Its impacts could vary in intensity from one area to another. We are seeing the increase in frequency of droughts and high rates of evapotranspiration in the ecosystems, along with greater amounts of much more extreme rainfall: last March there was the most rainfall from the historical series in the Southeast of Spain! We must strengthen the water storage and distribution network in the South East and throughout Spain, interconnecting basins, purifying much more water in the cities and completing this with green solutions.
The rise in temperatures will affect the development and yield of vegetable productions, a greater incidence of some diseases and pests, as well as a lack of hours of cold in woody crops. In general, it will be more complicated to maintain the current quality and quantity of productions. Our challenge, and everyone else’s, is to manage this with the minimum impact on the climate.
What practices are being carried out on this aspect?
We are working side by side with the seed companies and the research centres on plant genomes to develop fruit and vegetable varieties that are tolerant to drought, while resistant to pests and diseases.
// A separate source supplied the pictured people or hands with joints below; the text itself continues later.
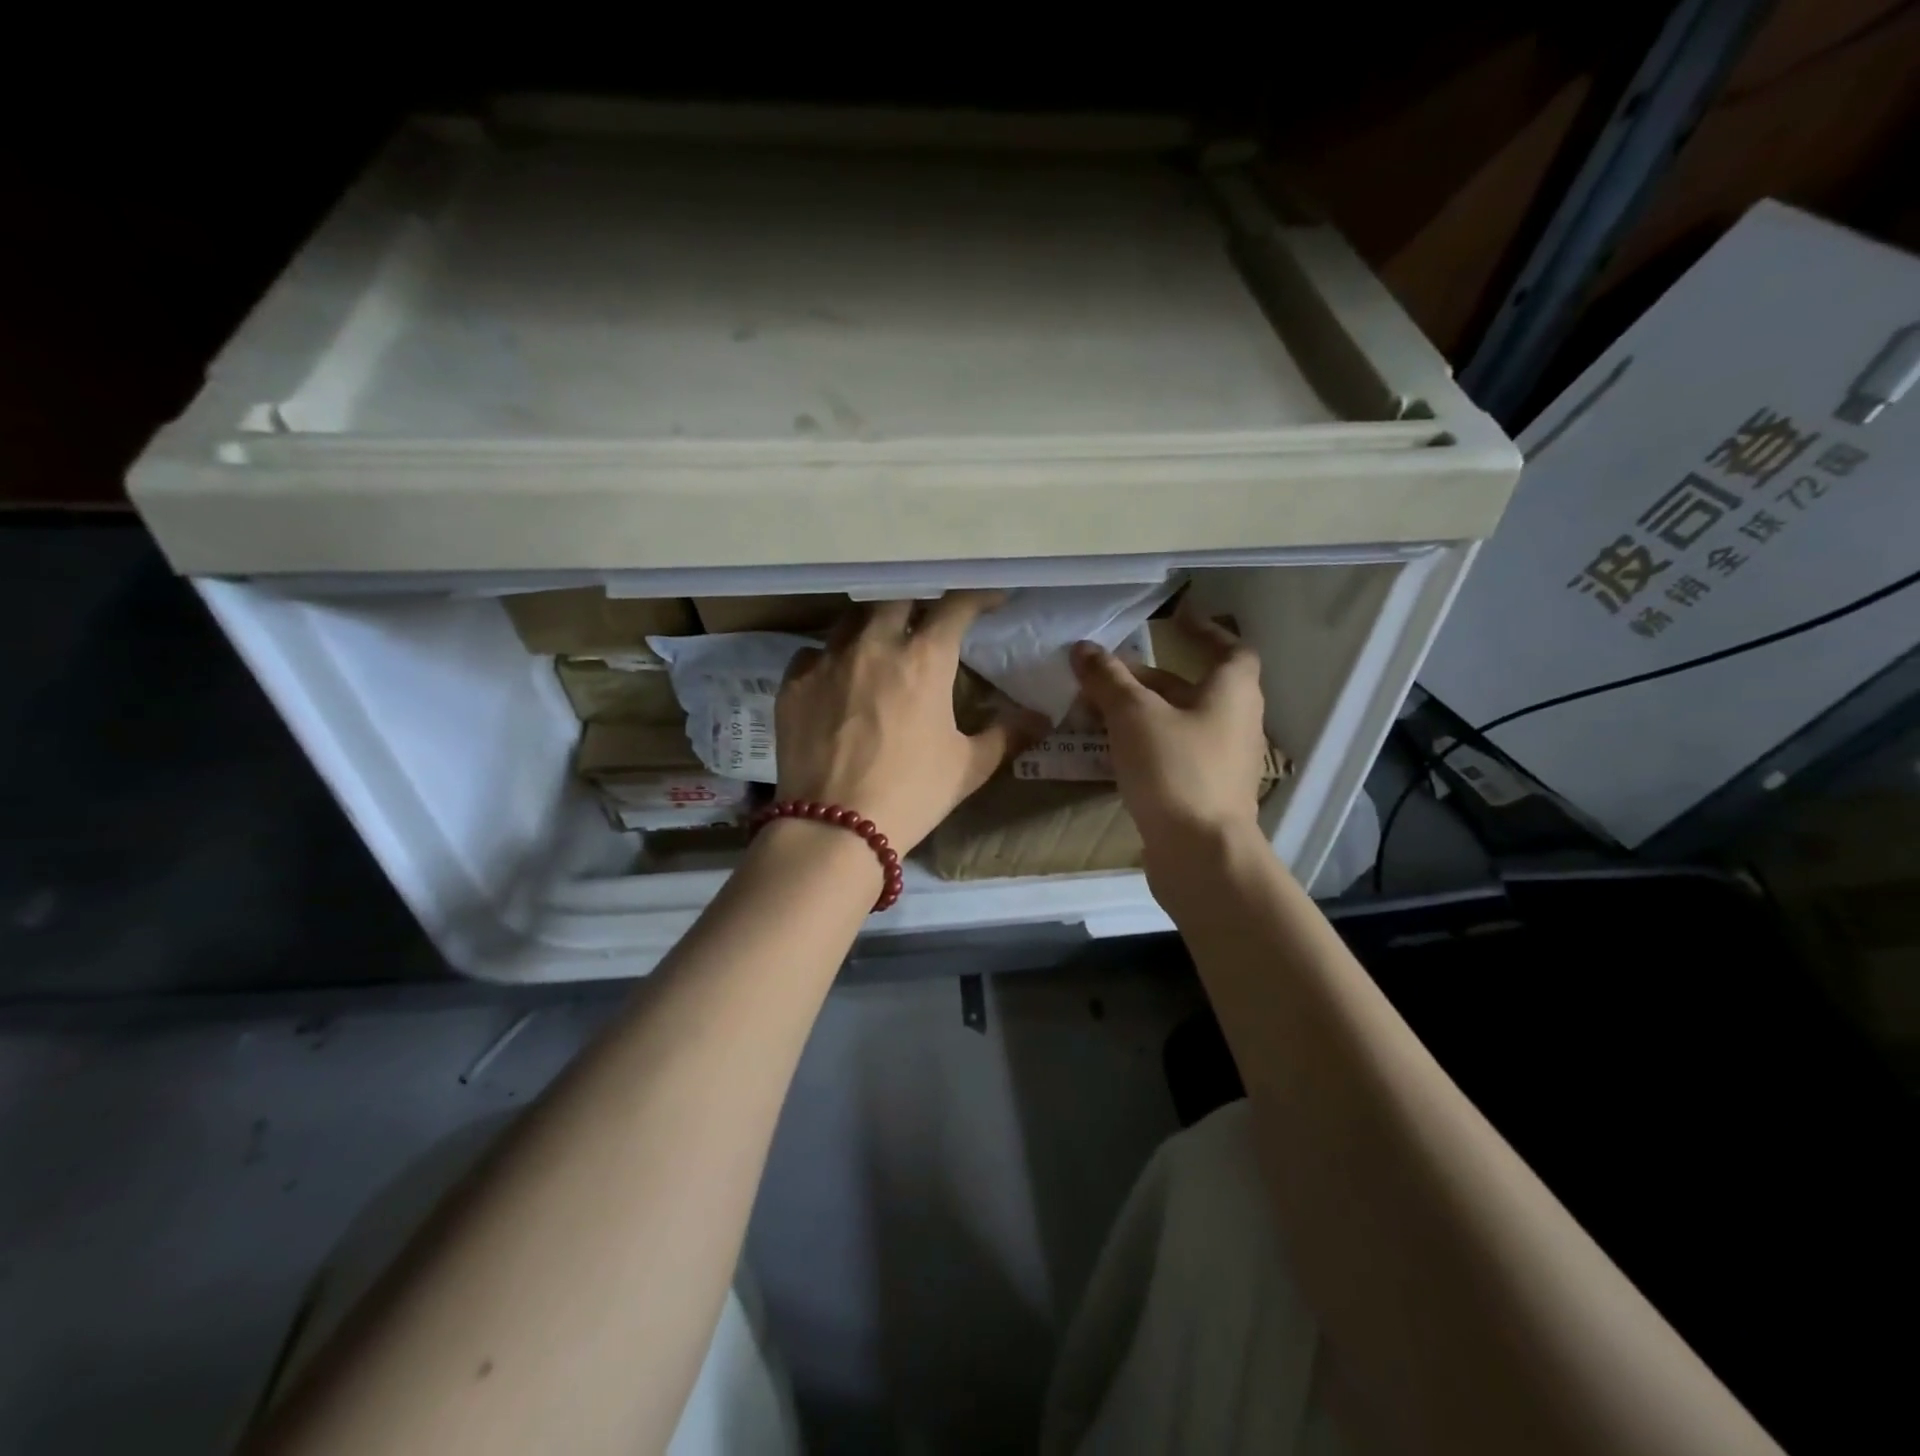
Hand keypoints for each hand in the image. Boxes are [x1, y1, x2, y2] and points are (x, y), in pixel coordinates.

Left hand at [774, 593, 1045, 853]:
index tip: (990, 599)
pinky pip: (812, 654)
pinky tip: (834, 678)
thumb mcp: (969, 766)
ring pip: (851, 620)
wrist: (836, 827)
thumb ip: (1006, 734)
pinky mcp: (793, 684)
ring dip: (871, 625)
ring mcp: (827, 661)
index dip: (976, 596)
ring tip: (879, 644)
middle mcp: (874, 646)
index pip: (955, 607)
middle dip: (918, 603)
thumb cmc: (913, 793)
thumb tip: (1041, 718)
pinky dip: (829, 658)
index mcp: (924, 660)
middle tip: (926, 621)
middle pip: (897, 599)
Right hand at [1069, 607, 1268, 862]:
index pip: (1229, 649)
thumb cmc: (1175, 769)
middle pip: (1190, 688)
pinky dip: (1142, 745)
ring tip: (1094, 712)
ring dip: (1139, 714)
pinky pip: (1170, 755)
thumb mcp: (1134, 716)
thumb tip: (1083, 648)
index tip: (1175, 621)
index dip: (1204, 632)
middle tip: (1105, 676)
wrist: (1200, 854)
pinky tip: (1107, 753)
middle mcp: (1234, 722)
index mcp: (1232, 693)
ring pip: (1176, 723)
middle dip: (1147, 679)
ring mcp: (1220, 761)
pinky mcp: (1202, 792)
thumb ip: (1108, 680)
We have extended the application of green fertilisation, which reduces the mineral nitrogen content in the next crop by 20-25% and therefore, decreases the emissions to the atmosphere.
We are seriously committed to the energy efficiency of our production systems. The energy that we use is a green, clean energy, to contribute to the decrease in the Greenhouse Effect Gases emitted by our activity.
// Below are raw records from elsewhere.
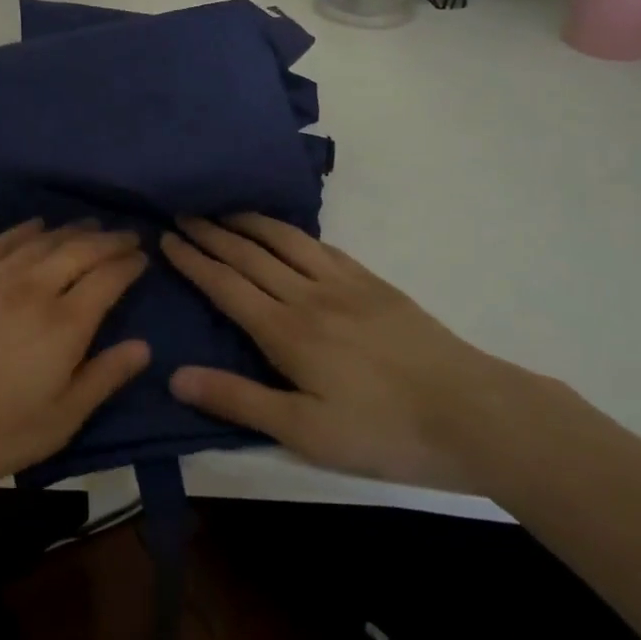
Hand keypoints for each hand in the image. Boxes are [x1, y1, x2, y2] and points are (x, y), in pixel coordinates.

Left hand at [0, 220, 150, 497]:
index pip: (108, 279)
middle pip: (80, 251)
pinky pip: (2, 241)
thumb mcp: (56, 423)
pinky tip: (35, 226)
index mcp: (64, 325)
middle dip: (109, 240)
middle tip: (127, 234)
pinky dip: (24, 230)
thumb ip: (102, 380)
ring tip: (91, 225)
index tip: (143, 256)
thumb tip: (144, 347)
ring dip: (72, 230)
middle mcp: (34, 289)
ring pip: (43, 240)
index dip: (129, 264)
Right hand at [161, 215, 537, 493]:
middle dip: (212, 233)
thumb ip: (238, 400)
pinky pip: (322, 246)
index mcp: (285, 330)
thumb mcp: (304, 431)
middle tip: (184, 212)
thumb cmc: (382, 430)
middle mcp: (308, 295)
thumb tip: (175, 375)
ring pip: (285, 241)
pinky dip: (293, 231)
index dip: (193, 260)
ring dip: (249, 222)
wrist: (473, 412)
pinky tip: (287, 231)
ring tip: (225, 209)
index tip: (167, 237)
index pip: (226, 285)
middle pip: (249, 255)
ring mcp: (344, 284)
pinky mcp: (373, 284)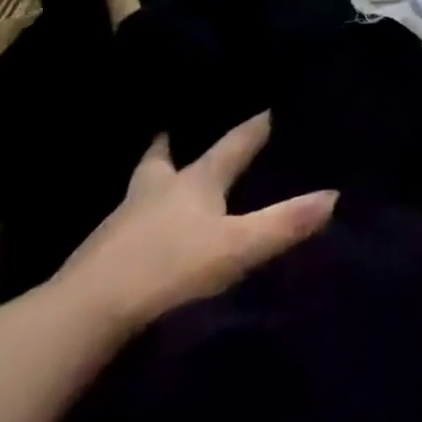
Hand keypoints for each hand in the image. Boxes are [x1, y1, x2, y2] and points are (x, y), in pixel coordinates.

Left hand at [50, 112, 336, 337]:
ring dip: (153, 179)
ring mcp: (123, 221)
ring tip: (159, 178)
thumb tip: (334, 195)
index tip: (267, 108)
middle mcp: (156, 190)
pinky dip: (136, 218)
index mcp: (193, 182)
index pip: (230, 145)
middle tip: (173, 129)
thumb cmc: (170, 267)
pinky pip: (124, 224)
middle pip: (163, 158)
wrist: (87, 312)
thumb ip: (284, 223)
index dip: (252, 129)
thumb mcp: (236, 248)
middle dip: (171, 144)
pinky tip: (138, 232)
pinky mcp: (101, 254)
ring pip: (141, 188)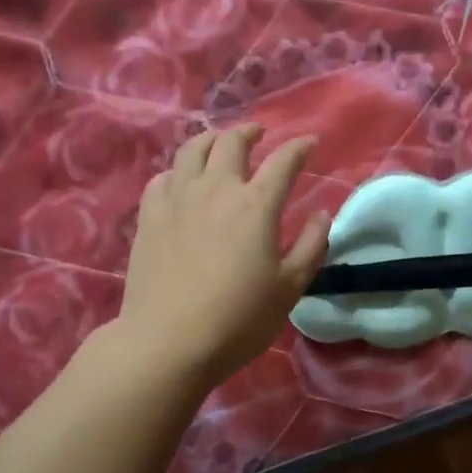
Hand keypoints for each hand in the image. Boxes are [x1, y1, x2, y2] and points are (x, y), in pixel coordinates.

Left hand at [116, 124, 329, 388]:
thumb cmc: (239, 319)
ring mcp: (177, 198)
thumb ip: (311, 246)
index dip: (299, 148)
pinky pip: (164, 176)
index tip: (309, 142)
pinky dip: (180, 169)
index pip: (283, 162)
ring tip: (220, 144)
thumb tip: (322, 214)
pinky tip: (183, 180)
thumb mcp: (289, 288)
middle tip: (259, 134)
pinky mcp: (149, 215)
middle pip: (232, 143)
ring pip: (193, 149)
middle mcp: (216, 190)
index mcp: (256, 206)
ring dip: (212, 139)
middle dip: (250, 132)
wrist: (170, 340)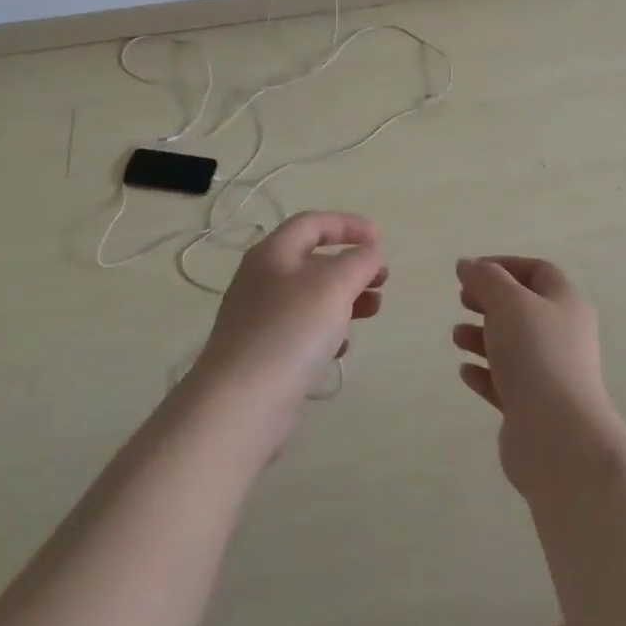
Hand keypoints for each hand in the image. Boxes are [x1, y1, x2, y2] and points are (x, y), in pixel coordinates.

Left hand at [190, 212, 385, 445]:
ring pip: (311, 297)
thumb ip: (358, 261)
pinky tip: (340, 348)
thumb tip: (369, 252)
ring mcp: (260, 319)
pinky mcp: (264, 353)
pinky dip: (327, 330)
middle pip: (313, 261)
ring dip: (346, 298)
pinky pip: (302, 330)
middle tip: (382, 280)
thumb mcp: (334, 285)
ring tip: (373, 310)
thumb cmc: (291, 330)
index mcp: (273, 254)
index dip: (347, 224)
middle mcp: (262, 280)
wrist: (242, 403)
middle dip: (352, 266)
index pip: (312, 223)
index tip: (379, 239)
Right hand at [453, 256, 623, 496]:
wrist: (557, 434)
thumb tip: (467, 264)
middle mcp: (563, 335)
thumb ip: (485, 278)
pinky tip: (465, 372)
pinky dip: (485, 373)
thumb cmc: (536, 353)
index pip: (538, 272)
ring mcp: (550, 373)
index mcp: (566, 303)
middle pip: (524, 308)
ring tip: (456, 337)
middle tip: (462, 300)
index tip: (470, 271)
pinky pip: (506, 382)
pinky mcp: (534, 407)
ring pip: (513, 346)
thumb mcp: (508, 302)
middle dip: (490, 301)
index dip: (504, 266)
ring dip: (482, 337)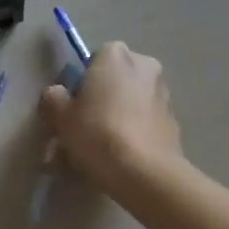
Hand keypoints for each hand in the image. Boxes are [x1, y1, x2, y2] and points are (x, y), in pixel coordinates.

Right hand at [39, 42, 183, 194]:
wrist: (146, 174)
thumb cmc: (99, 133)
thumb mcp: (62, 117)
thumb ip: (54, 99)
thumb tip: (56, 95)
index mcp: (116, 54)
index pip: (93, 60)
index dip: (80, 85)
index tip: (71, 109)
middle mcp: (144, 65)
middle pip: (113, 82)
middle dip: (98, 104)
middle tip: (79, 134)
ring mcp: (162, 94)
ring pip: (128, 106)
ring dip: (113, 123)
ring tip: (93, 156)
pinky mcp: (173, 124)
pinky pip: (143, 125)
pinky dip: (130, 137)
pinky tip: (116, 163)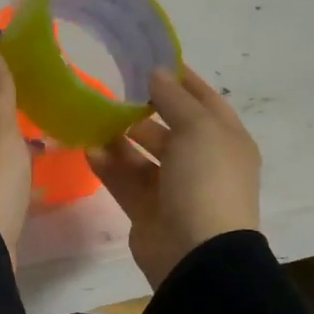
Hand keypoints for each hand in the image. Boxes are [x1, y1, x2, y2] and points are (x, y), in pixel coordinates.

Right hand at [86, 65, 260, 290]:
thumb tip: (157, 74)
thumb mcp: (198, 129)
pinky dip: (109, 166)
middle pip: (171, 128)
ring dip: (121, 137)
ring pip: (143, 155)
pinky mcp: (148, 210)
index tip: (151, 60)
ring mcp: (174, 188)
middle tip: (113, 89)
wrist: (196, 253)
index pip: (204, 101)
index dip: (181, 80)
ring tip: (93, 117)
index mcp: (226, 140)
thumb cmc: (206, 181)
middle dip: (144, 109)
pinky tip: (88, 149)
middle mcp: (202, 162)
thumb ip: (175, 99)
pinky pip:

We are also leading innovation projects such as NUVES (Nutrición Vegetal Sostenible/Sustainable Vegetable Nutrition), where we are testing out a fertilisation protocol that is low in nitrogen while maintaining soil fertility, which reduces the carbon footprint of the crops.
Conservation and biodiversity are two concepts that go hand in hand. Are there any initiatives in this area?
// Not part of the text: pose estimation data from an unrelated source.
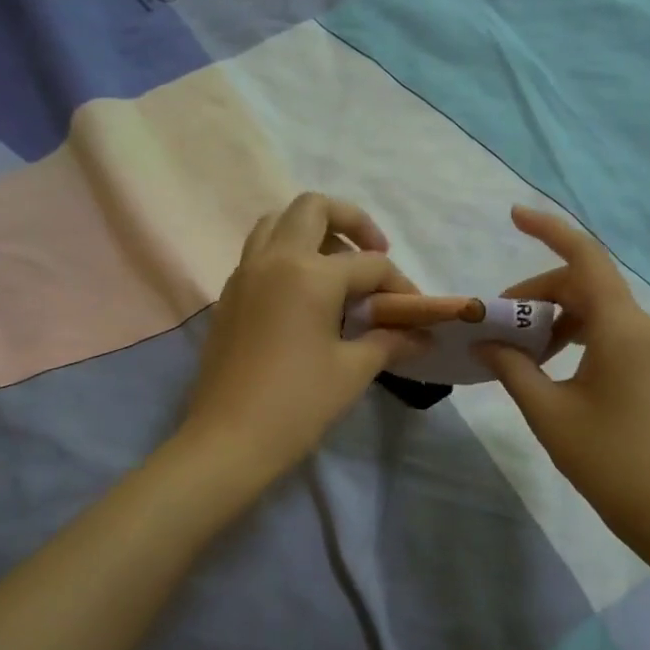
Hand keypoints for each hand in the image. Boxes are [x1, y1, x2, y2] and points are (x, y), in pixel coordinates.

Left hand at [180, 192, 426, 481]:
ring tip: (336, 267)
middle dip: (351, 221)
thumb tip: (421, 336)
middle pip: (313, 208)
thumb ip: (388, 342)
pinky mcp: (229, 296)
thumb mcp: (352, 371)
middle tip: (373, 253)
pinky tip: (305, 295)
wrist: (228, 440)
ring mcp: (244, 274)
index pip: (368, 264)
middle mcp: (274, 260)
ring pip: (277, 222)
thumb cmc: (297, 404)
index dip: (399, 284)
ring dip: (312, 231)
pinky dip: (286, 255)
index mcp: (309, 273)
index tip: (415, 311)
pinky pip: (259, 253)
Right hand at [479, 207, 649, 551]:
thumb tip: (486, 342)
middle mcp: (643, 326)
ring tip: (519, 350)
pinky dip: (576, 335)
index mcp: (621, 327)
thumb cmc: (607, 459)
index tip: (513, 215)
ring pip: (596, 310)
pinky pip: (610, 332)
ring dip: (554, 318)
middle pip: (584, 286)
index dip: (549, 230)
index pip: (584, 258)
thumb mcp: (547, 411)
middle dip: (536, 295)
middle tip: (496, 323)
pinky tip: (550, 365)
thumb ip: (512, 367)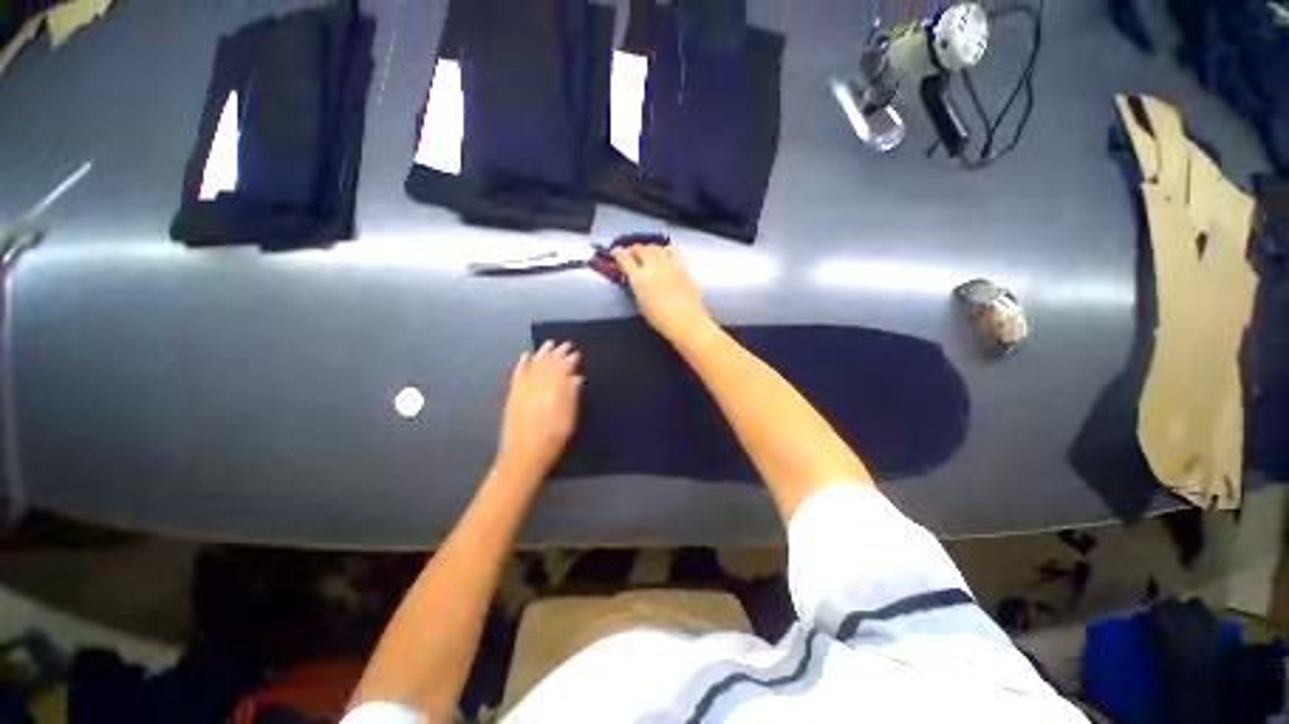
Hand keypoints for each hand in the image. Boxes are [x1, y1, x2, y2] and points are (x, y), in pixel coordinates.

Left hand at [494, 341, 582, 485]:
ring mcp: (523, 390)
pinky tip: (525, 357)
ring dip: (541, 354)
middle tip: (565, 344)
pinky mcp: (513, 395)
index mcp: (553, 392)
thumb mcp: (568, 419)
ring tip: (548, 344)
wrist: (523, 455)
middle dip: (557, 353)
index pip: (561, 369)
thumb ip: (571, 396)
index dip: (569, 360)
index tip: (576, 354)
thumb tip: (576, 377)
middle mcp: (537, 387)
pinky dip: (522, 364)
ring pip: (533, 366)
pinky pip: (517, 375)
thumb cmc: (552, 439)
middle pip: (547, 365)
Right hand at [612, 245, 711, 342]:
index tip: (615, 252)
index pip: (624, 259)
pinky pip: (672, 252)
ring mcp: (669, 265)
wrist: (685, 320)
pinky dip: (665, 250)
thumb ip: (638, 290)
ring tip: (646, 251)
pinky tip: (664, 254)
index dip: (618, 253)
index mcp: (639, 279)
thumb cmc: (661, 319)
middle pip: (640, 250)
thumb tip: (637, 284)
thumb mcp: (642, 306)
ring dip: (648, 248)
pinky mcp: (682, 267)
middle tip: (631, 252)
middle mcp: (653, 267)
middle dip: (633, 249)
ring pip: (656, 248)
Of course. You will find that our companies have planted hedges on the embankments of the reservoirs and hedgerows along the edges of the crop farms, in order to prevent soil erosion and to be used as shelter for pollinator and beneficial insects.
In open air crops, such as watermelons and melons, farmers use reservoir plants to attract beneficial insects that are the natural enemies of the bad bugs, fighting in a biological way. In order to protect the native fauna, such as birds and other species, they have created ponds and structures using stones that shelter the region’s biodiversity.
Leaving a smaller plastic footprint for the planet is essential today. What is Proexport doing on this subject?
We are working with a group of member companies on two innovation projects. One is the ACBD project (Acolchados Biodegradables/Biodegradable Padding) that seeks to speed up the breaking down of the bioplastics used for padding the crops in different conditions and production areas in the Region of Murcia, by using a combination of cultural techniques. And ACBD+, the second phase of the previous project, which is carrying out trials to achieve this by using native micro-organisms.
With biodegradable padding, we save water and prevent weeds from growing without using chemicals.
With so much ‘revolution’, sustainability for farmers must also be economic. Can this be achieved in an inflationist context with a very concerning rise in inputs, where it seems that only the production is taking on these costs?
It is very complicated, but sustainability does not take crises into account. It is better to embrace it and move forward, slowly but surely. The future of the agricultural sector, at least in the western world, is linked to innovative, sustainable farming, without giving up the quality. The companies that take on a leading role in both questions will succeed in the future and this is the reason we are taking it so seriously.